The difference is that there can only be one element at the top of an element hierarchy. If multiple mandatory extensions are added, then the only way to compose them together is at the bottom of the type because that is where the extensibility is.
Substitution groups do not allow a language designer and an extension author to incompatibly change the language, since they end up conflicting over what to call the name element. Thus substitution groups are a poor mechanism for allowing an extension author to indicate that their changes are incompatible. A Must Understand flag is a superior method because it allows multiple extension authors to mix their mandatory extensions with a language designer’s versioning strategy.
Therefore, language designers should prevent substitution groups and provide a Must Understand flag or other model when they wish to allow third parties to make incompatible changes.
In some cases, a language does not provide
a Must Understand mechanism. In the absence of a
Must Understand model, the only way to force consumers to
reject a message if they don’t understand the extension
namespace is to change the namespace name of the root element, but
this is rarely desirable.
Extension v. Versioning
The usage of namespace names for identifying components has led to the interesting situation where the distinction between an extension and a version can be quite blurred, depending upon the language designer’s choices.
One rough way of thinking of these two concepts is that extension is typically the addition of components over space; that is, designers other than the language’s creator are adding components. Versioning is typically the addition of components over time, under the designer’s explicit control. In either case, a change to the language may be done in a compatible or an incompatible way. The simple cases of extensions are compatible decentralized additions and versions are compatible or incompatible centralized changes are how we typically distinguish the terms. But these break down depending upon how the language is designed.
There are a couple of scenarios that illustrate the ambiguity in these terms. Imagine that version 1.0 of a Name consists of “First” and “Last” elements. A third party author extends the Name with a “middle” element in a new namespace that he or she controls.
In scenario 1, the Name author decides to formally incorporate the middle name as an optional (and hence compatible) addition to the name, producing version 1.1 of the Name type. He does this by referring to the third party’s definition and namespace for middle names. This is typically considered a new “version” of the Name and would probably result in a new schema definition. If the Name author reuses namespace names for compatible revisions, there will be no difference in an instance document containing middle that is of Version 1.0 or Version 1.1 type. The instance documents are the same, and thus the distinction between a “version” and an “extension” is meaningless for an individual document.

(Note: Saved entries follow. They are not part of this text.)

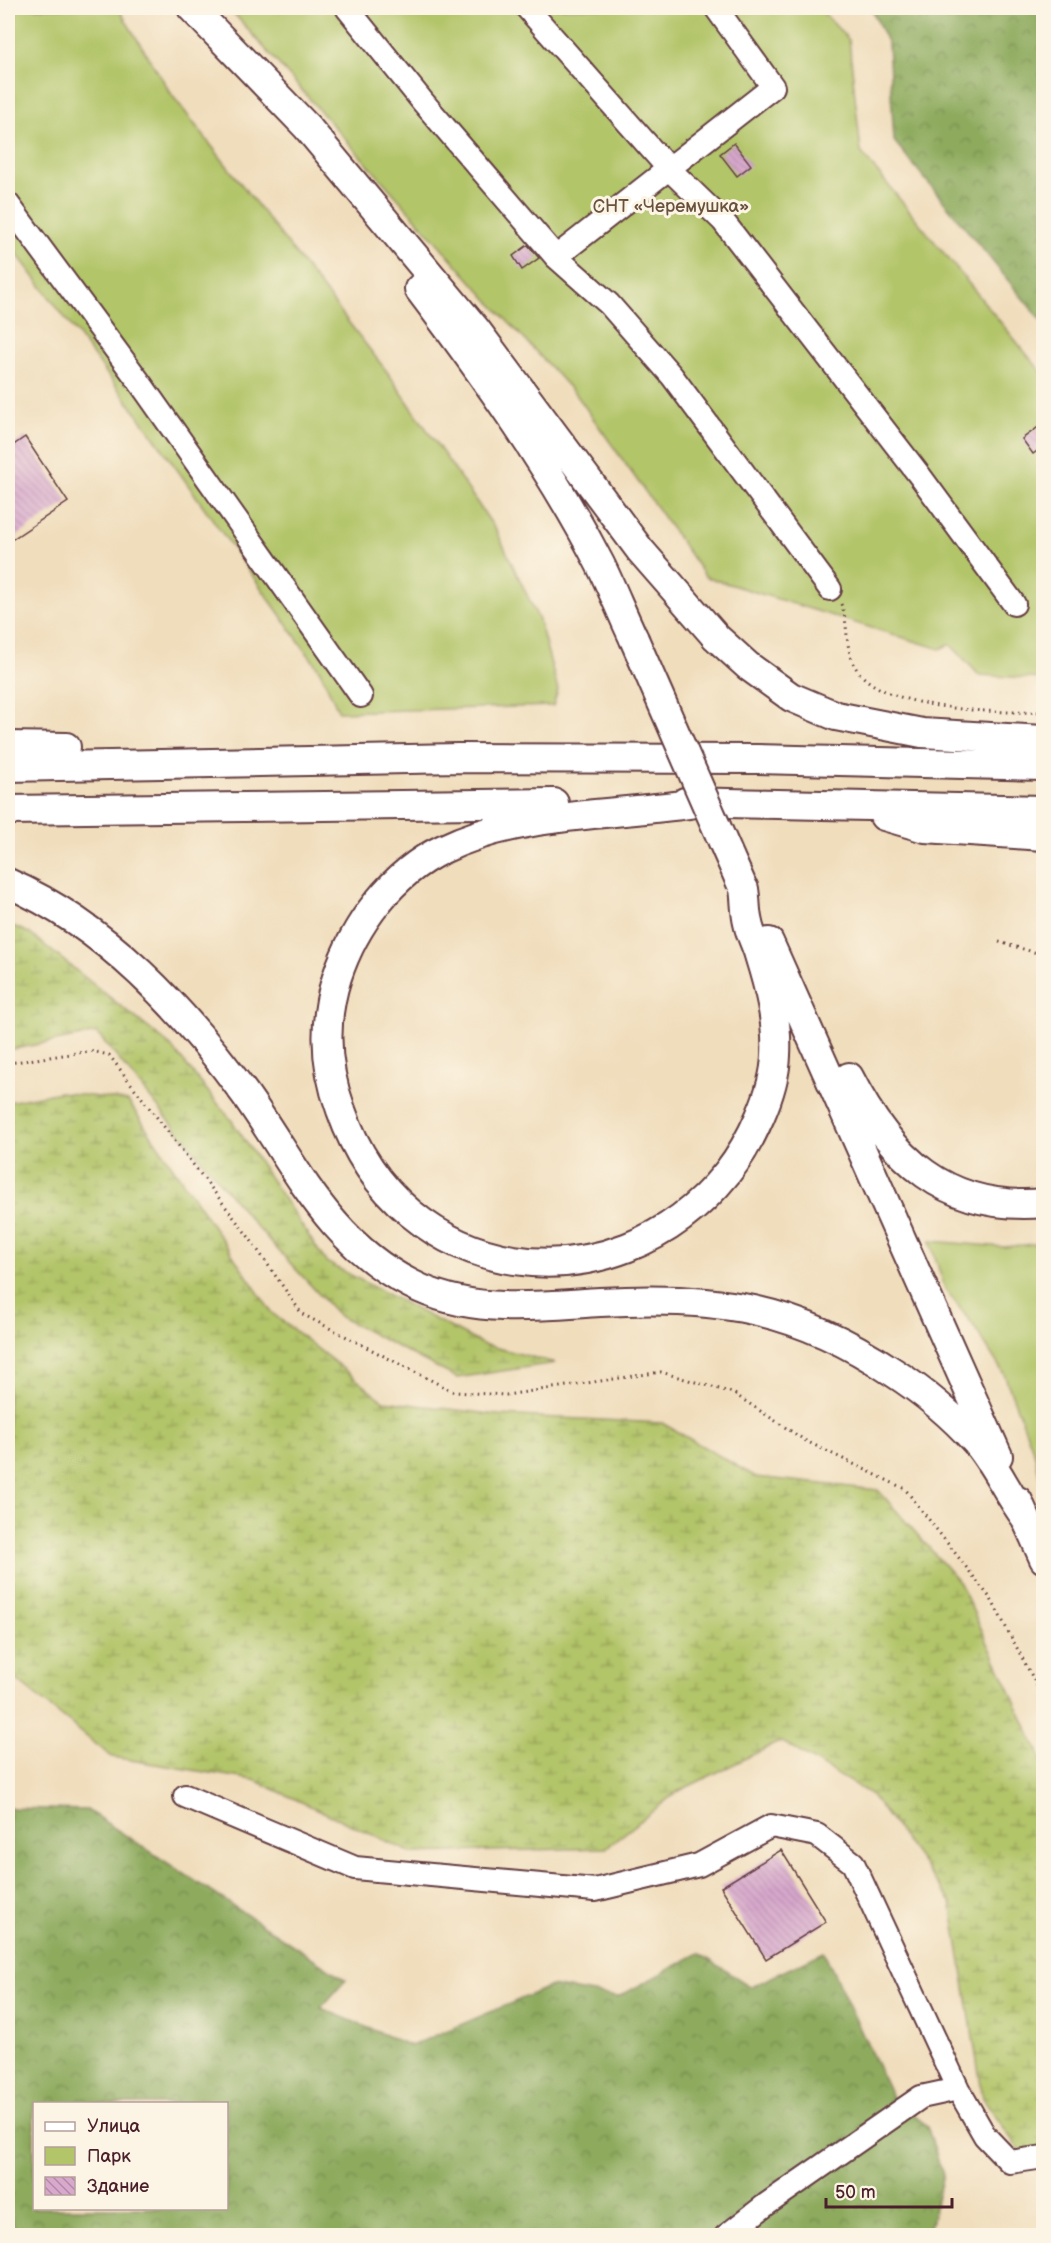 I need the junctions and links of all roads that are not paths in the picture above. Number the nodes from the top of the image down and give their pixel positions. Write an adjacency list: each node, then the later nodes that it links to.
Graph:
1 (346, 8): 7 (lane)
2 (527, 8): 5 (lane)
3 (716, 8): 5 (lane)
4 (202, 17): 11 (main road); 22 (main road, bridge)
5 (668, 168): 7 (lane); 9 (lane)
6 (8, 204): 10 (lane)
7 (556, 257): 8 (lane)
8 (830, 589)
9 (1014, 604)
10 (361, 696)
11 (1044, 740)
12 (8, 746): 13 (main road)
13 (331, 761): 14 (main road); 15 (main road)
14 (1044, 766)
15 (8, 767)
16 (703, 802): 17 (main road); 18 (main road); 22 (main road)
17 (851, 806): 19 (main road); 20 (main road)
18 (8, 810)
19 (1044, 810)
20 (1044, 836)
21 (8, 883): 25 (main road)
22 (742, 886): 23 (main road)
23 (781, 967): 24 (main road); 25 (main road)
24 (1044, 1203)
25 (1025, 1517): 26 (main road)
26 (1044, 1559)
27 (184, 1796): 28 (lane)
28 (958, 2089): 29 (lane); 30 (lane)
29 (1044, 2157)
30 (726, 2235) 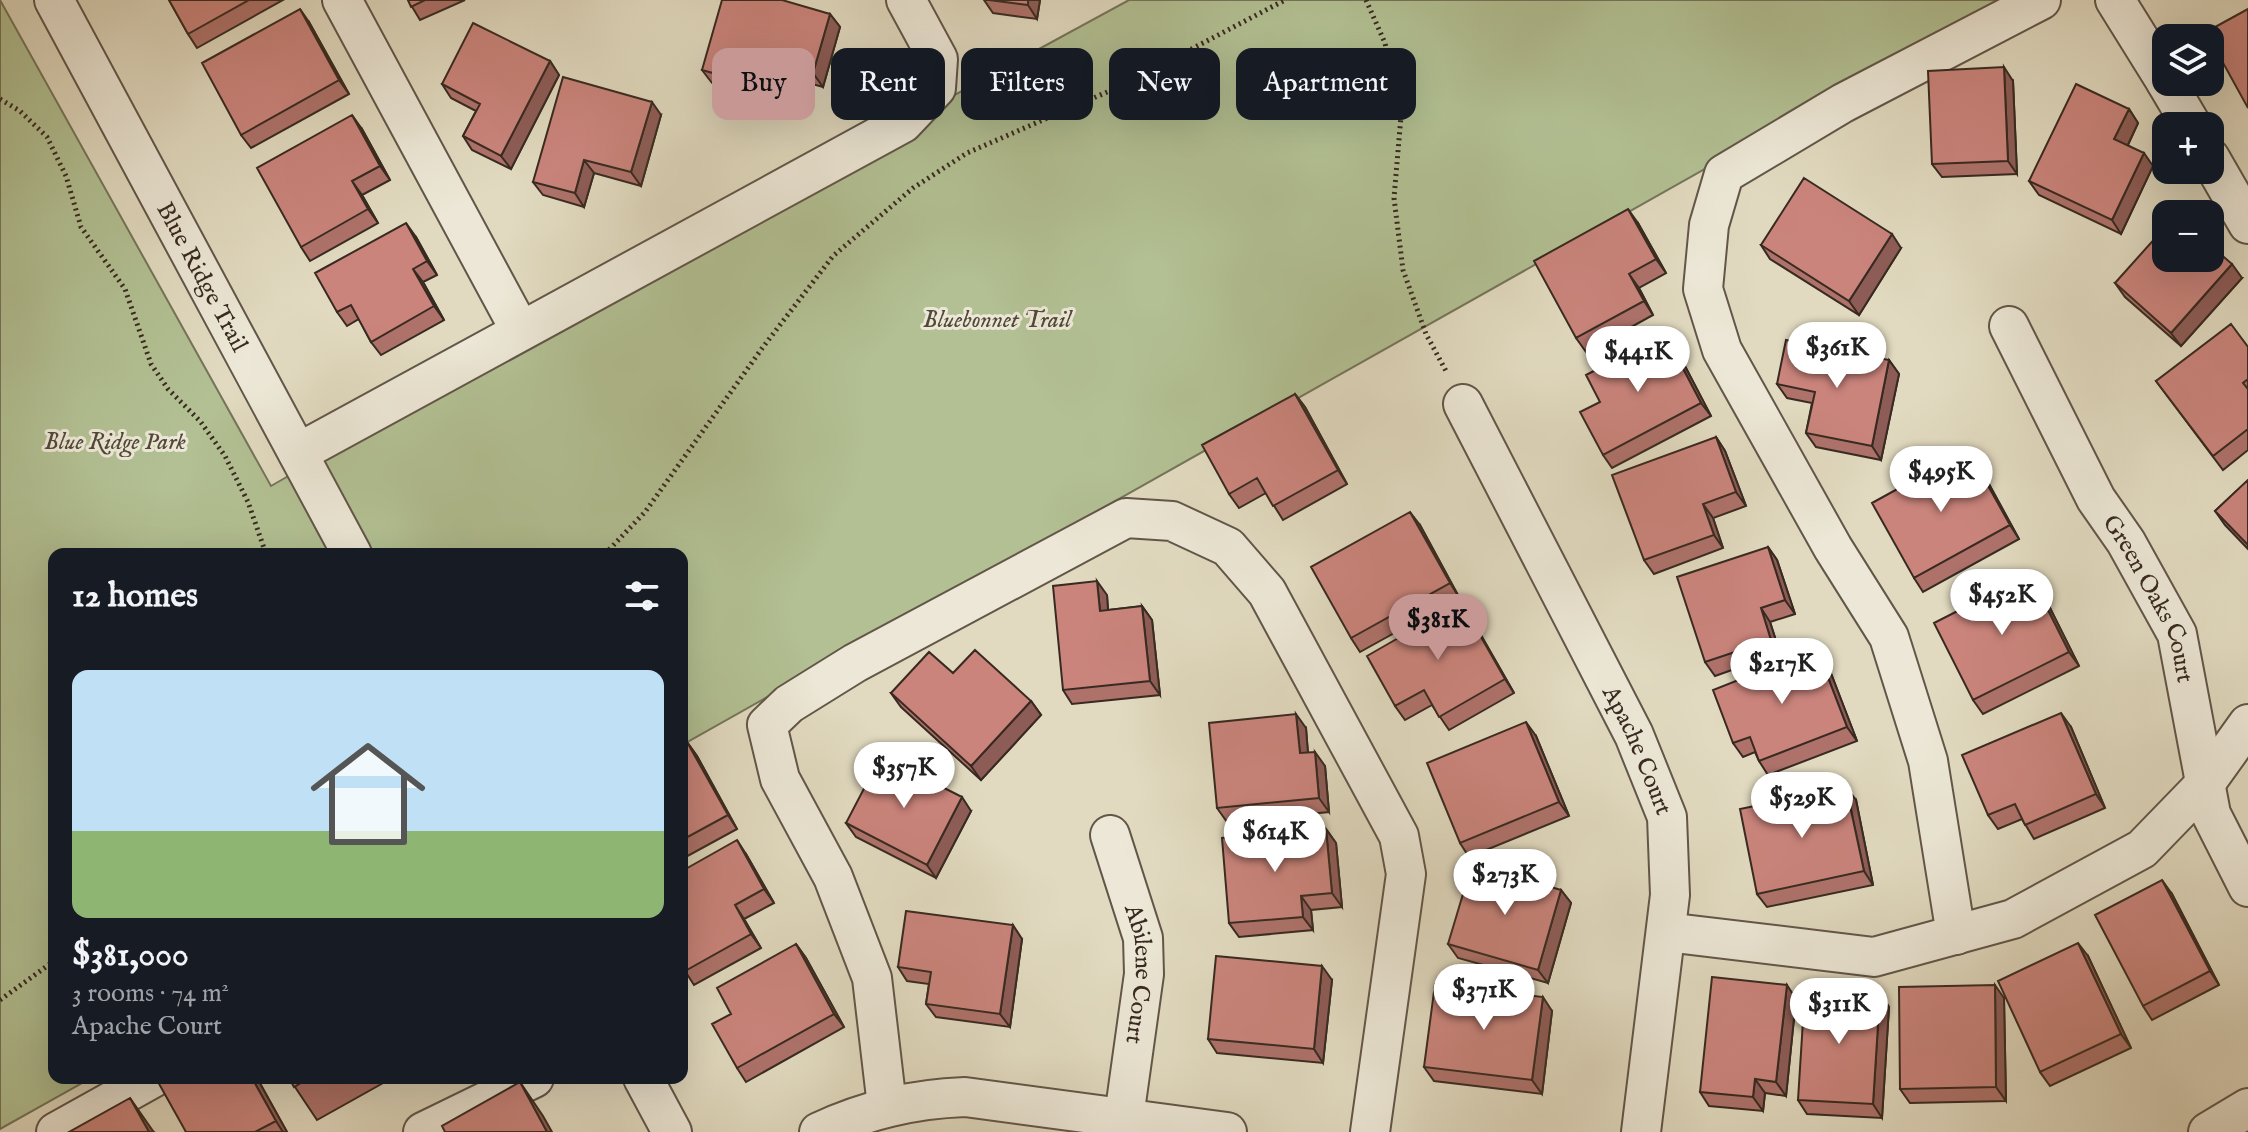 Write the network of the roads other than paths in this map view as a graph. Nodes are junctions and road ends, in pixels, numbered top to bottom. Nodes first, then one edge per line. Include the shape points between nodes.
1 (54, 0) edge
2 (342, 0) edge
3 (906, 0) edge
4 (2041, 0) edge
5 (2115, 0) edge
6 (2152, 59) edge
7 (2224, 182) edge
8 (2248, 224) edge
9 (2009, 326) dead end
10 (520, 330) junction
11 (1463, 404) dead end
12 (298, 453) junction
13 (349, 548) edge
14 (2248, 724) edge
15 (2205, 784) junction
16 (1110, 835) dead end
17 (2248, 887) edge
18 (1666, 932) junction
19 (1956, 935) junction
20 (142, 1084) edge
21 (522, 1084) edge
22 (646, 1084) edge
23 (887, 1106) junction
24 (2248, 1108) edge
25 (1124, 1117) junction
26 (56, 1132) edge
27 (423, 1132) edge
28 (672, 1132) edge
29 (819, 1132) edge
30 (1227, 1132) edge
31 (1370, 1132) edge
32 (1641, 1132) edge
33 (2208, 1132) edge

1 - 12 street, Blue Ridge Trail
2 - 10 street
3 - 10 street via 938,59 936,88 903,123
4 - 19 street via 1843,103 1724,174 1706,251 1703,289 1722,350 1889,637 1928,761
5 - 6 street
7 - 8 street
9 - 15 street, Green Oaks Court via 2096,499 2177,634
10 - 12 street
11 - 18 street, Apache Court via 1634,735 1667,817
12 - 13 street, Blue Ridge Trail
14 - 15 street
15 - 17 street, Green Oaks Court via 2211,814
15 - 19 street via 2142,849 2013,919
16 - 25 street, Abilene Court via 1143,938 1144,974
18 - 19 street via 1874,957
18 - 32 street, Apache Court
20 - 26 street
21 - 27 street
22 - 28 street
23 - 25 street via 965,1097
23 - 29 street
23 - 31 street via 872,978 833,877 780,779 767,725 789,704 855,663 1126,518 1172,521 1228,547 1258,581 1399,836 1406,874
24 - 33 street
25 - 30 street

In scenario 2, the middle author decides that the middle name is a mandatory part of the Name type. He or she was provided with a mechanism for indicating an incompatible change and uses it. Now an instance of Name with the middle is incompatible with version 1.0 of the Name. What “version” of the Name is this middle, and is the middle an “extension” or a “version”? It isn’t 1.0. It’s probably more accurately thought of as a version defined by the third party. Again, the presence of the “extension” is actually an incompatible change.
These two examples -- a third-party extension being added into a compatible version and a third-party extension resulting in an incompatible version -- show the ability to specify (in)compatibility has blurred the distinction between these two terms.